The New Black List Wants to Put Your Script in the Hands of Hollywood

By  · Published on October 19th, 2012

As it says on its website, The Black List – the annual guide to the most well-liked unproduced screenplays floating around Hollywood – is responsible for over 200 scripts getting made into films. The unique project was created by Franklin Leonard, a production executive working up until recently for Overbrook Entertainment, who drops the listing every year on the second Friday in December. In the past, it’s been a useful tool for both writers who want to get their work noticed and executives who want to find something worth making. If there’s been any true critique of The Black List, it’s that it’s too insular.

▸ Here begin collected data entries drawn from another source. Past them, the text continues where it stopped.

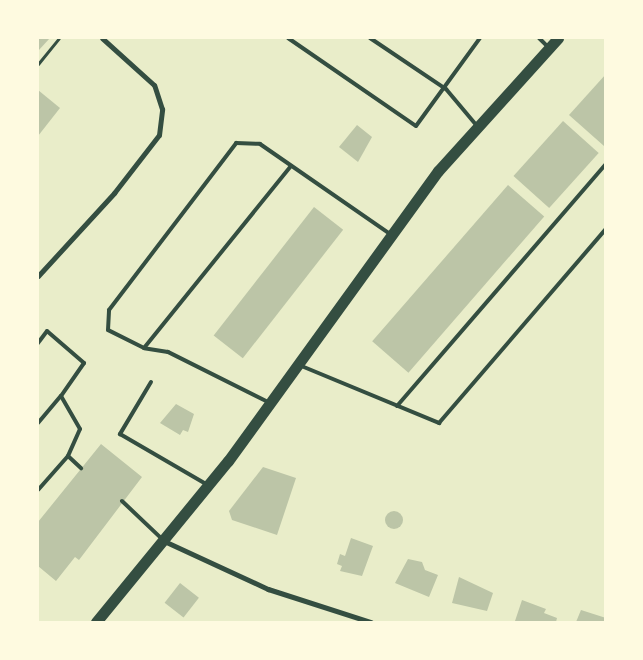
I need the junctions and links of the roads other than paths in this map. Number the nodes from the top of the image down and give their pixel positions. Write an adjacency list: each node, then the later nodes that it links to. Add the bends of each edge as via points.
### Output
1 (102, 38): 14 (street, via 154,85 162,108 159,135 114,193)
2 (288, 38): 8 (lane, via 416,126)
3 (370, 38): 8 (lane)
4 (480, 38): 8 (lane)
5 (539, 38): 7 (lane)
6 (558, 38): 7 (main road)
7 (549, 47): 9 (main road)
8 (446, 89): 9 (lane)
9 (478, 127): 13 (main road, via 438,171)
10 (606, 164): 21 (lane)
11 (291, 166): 13 (lane); 16 (lane); 16 (lane, via 260,144 236,143 109,310 108,330)
12 (606, 229): 21 (lane, via 439,423)
13 (394, 237): 17 (main road)
14 (38, 276)
15 (38, 343): 19 (lane, via 47,332 84,363)
16 (144, 348): 20 (lane, via 168,352)
17 (299, 366): 20 (main road); 21 (lane)
18 (151, 382): 25 (lane, via 120,434)
19 (61, 396): 22 (lane); 23 (lane, via 80,429)
20 (271, 403): 25 (main road)
21 (397, 406)
22 (38, 423)
23 (68, 456): 24 (lane); 26 (lane)
24 (82, 468)
25 (208, 486): 28 (main road)
26 (38, 490)
27 (122, 501): 28 (lane)
28 (164, 541): 29 (main road); 30 (street, via 268,589)
29 (96, 622)
30 (371, 622)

As Slate’s David Haglund noted in 2011, it’s a project that celebrates work that’s already made its way inside the impossibly closed circle of the Hollywood studio system.

Perhaps in response to that criticism (but probably born more from a broader, higher ideal), Leonard didn’t wait until Christmas to unveil a new mission: to open the Black List to everyone.

If you’re an aspiring screenwriter, The Black List is now a machine for getting your work read by the right people. For $25 a month, per script, they’ll host your work in a database where 1200+ professionals (studio and non) will be able to read it, propelled by an algorithm of ratings. Obviously, nothing like this has been tried before, but because it’s such an exciting initiative, it also demands a high level of scrutiny. To that end, Leonard has penned a lengthy piece explaining his vision and its mechanics, and he spoke with me recently about the potential problems and paradigm shifts that might come with the new Black List.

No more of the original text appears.